Daily Archives: July 31, 2012
Pomp And Circumstance At 55!
I have been looking for a photo from my high school graduation for years, and I’ve never been able to find it. Today I was cleaning my room and decided that it has been some time since I dusted (vacuumed) the two bookshelves that make up one entire interior wall. The bookshelves are floor-to-ceiling built-ins of ten shelves each. My father and I built them for me shortly after I graduated. Now I’ve cleaned them a lot since they were built … a least once every decade.
Well, on the top shelf I found a copy of James Kirkwood’s P.S. Your Cat Is Dead which was published in 1972. I think I bought the novel when I was in NYC in the spring of ’75. I had just seen one of the twenty-one performances of the play Kirkwood had adapted from his novel. I thought it was hilarious. But I don’t think the critics were very impressed about a play where one of the three main characters spends much of the play tied down on the kitchen table with his bare butt exposed. Also I don’t think hunky gay bare-assed burglars were very big audience attraction. Kier Dullea starred, but not as the bare-assed burglar. Anyway, the book was even funnier. BTW, Kirkwood got even with his detractors by writing the script for some musical that opened three months after P.S. closed. I think it was called A Chorus Line.

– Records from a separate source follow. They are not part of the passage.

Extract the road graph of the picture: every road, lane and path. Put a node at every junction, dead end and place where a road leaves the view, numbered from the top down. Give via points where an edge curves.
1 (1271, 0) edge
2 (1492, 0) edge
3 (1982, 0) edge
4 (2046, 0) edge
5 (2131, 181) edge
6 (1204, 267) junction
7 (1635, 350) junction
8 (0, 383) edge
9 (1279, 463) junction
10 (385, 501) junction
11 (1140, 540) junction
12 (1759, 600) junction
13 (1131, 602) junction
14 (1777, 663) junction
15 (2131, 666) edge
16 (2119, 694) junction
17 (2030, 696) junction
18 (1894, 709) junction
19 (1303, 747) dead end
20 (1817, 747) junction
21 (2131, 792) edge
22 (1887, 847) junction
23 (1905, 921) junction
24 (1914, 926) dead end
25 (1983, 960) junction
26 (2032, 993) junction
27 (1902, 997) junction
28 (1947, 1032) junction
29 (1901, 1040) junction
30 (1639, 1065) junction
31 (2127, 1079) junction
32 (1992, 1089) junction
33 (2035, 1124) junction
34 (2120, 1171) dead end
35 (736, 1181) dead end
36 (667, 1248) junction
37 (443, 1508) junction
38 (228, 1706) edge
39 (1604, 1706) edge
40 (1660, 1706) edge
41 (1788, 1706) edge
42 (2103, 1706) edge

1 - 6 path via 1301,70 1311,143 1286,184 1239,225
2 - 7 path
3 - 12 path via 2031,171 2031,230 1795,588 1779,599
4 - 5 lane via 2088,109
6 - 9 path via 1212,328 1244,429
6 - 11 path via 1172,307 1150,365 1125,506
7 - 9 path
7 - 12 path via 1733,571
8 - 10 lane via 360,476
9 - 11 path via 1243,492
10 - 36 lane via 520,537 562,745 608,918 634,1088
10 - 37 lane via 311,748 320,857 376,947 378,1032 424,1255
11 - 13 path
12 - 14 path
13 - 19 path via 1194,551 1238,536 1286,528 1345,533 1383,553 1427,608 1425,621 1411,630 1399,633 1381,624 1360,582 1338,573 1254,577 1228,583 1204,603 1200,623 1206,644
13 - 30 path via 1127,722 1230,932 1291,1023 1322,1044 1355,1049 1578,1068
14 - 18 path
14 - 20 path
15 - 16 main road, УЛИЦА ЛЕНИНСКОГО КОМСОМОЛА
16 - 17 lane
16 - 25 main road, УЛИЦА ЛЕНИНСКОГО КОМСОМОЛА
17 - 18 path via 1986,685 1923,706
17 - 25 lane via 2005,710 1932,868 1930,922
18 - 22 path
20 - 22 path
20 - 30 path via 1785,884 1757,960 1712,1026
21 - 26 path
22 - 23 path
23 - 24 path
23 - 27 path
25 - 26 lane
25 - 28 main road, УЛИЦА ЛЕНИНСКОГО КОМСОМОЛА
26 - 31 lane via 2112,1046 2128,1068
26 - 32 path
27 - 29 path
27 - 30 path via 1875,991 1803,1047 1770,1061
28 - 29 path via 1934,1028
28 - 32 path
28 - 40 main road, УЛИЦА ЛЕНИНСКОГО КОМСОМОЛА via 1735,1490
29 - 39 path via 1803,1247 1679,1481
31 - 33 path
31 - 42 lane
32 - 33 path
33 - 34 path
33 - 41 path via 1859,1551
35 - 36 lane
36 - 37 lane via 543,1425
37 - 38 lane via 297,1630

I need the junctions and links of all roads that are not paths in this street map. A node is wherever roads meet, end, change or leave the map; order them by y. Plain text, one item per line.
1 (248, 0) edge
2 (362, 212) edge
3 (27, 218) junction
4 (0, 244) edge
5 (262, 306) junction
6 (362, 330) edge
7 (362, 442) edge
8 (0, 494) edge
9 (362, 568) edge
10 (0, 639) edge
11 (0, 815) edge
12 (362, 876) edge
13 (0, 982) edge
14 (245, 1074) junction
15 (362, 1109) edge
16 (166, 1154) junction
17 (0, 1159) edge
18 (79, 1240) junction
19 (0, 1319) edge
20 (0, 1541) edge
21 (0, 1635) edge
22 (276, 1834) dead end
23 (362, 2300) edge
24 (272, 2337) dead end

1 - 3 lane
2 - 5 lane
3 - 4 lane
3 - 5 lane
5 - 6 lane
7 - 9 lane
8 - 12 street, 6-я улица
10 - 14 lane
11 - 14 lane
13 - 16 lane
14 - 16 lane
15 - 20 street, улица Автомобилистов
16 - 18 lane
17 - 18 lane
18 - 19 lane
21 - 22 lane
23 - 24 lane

So getting back to my story, I was dusting and found this dusty old book and when I opened it I discovered the photo for which I had been searching. It was the last photo taken with me, my father and my grandmother. My grandmother died the next year, and my father died five years later.
This photo was taken in June of 1957. My mother is also in the picture, but I was in a lot of photos with her in the fifty years that followed. Also if you look closely, you can see my little brother’s head peeking over the porch rail.
And if you’re curious and do the math, you’ll discover that this year was the 55th anniversary of my high school graduation from William Cullen McBride H.S. It was the same high school my father had attended back in 1928 … for just one year.
No real celebration this year, other than the regular every other month lunch with about 30 classmates. We might be getting old, but we try to stay young.